§ **TASK REQUIREMENTS**
Copies of all lines that contain "highway" are needed; take them from the data below.

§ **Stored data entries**
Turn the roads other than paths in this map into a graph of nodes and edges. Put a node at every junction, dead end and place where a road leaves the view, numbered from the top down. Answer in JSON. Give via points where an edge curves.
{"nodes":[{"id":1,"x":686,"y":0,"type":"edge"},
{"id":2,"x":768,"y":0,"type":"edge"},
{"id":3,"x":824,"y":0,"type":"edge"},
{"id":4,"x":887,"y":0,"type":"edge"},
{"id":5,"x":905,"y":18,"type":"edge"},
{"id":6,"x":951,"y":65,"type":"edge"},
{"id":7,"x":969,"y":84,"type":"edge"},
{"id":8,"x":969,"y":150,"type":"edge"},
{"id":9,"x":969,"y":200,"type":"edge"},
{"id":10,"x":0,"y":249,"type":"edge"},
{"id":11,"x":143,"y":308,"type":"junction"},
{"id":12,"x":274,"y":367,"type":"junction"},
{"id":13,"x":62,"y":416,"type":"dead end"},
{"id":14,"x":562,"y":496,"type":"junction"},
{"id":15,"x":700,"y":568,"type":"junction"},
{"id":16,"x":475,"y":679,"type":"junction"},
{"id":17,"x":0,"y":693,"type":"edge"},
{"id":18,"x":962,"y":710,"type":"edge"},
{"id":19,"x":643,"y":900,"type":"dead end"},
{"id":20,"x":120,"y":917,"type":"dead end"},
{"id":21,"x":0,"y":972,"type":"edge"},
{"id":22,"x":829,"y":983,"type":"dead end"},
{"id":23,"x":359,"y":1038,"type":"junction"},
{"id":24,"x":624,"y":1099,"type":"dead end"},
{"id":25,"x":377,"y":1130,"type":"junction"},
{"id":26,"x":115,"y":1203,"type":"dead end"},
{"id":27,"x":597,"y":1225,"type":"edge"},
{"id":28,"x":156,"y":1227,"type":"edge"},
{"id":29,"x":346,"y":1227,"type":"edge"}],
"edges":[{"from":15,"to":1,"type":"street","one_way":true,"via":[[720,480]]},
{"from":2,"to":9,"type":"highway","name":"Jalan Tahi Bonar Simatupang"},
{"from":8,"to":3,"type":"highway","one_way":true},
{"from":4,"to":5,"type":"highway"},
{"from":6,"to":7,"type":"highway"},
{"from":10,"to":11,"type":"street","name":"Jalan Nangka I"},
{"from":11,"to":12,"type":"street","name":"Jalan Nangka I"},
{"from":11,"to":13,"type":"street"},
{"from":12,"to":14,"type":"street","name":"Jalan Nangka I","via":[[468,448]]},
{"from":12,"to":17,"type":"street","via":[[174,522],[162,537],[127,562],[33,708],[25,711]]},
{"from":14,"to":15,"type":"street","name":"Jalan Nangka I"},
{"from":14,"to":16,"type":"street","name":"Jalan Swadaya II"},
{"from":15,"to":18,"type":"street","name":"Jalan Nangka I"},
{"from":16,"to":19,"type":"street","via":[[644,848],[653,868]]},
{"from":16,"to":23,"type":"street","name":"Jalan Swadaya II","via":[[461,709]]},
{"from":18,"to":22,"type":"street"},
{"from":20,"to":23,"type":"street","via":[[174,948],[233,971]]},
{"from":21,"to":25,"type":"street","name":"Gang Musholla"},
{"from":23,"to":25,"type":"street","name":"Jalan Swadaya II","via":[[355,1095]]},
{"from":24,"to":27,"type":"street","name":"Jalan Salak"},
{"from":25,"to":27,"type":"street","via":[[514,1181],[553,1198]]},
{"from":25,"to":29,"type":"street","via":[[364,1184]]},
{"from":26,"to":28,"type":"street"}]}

§ **SOLUTION TO THIS EXERCISE**
{"from":2,"to":9,"type":"highway","name":"Jalan Tahi Bonar Simatupang"},
{"from":8,"to":3,"type":"highway","one_way":true},
{"from":4,"to":5,"type":"highway"},
{"from":6,"to":7,"type":"highway"},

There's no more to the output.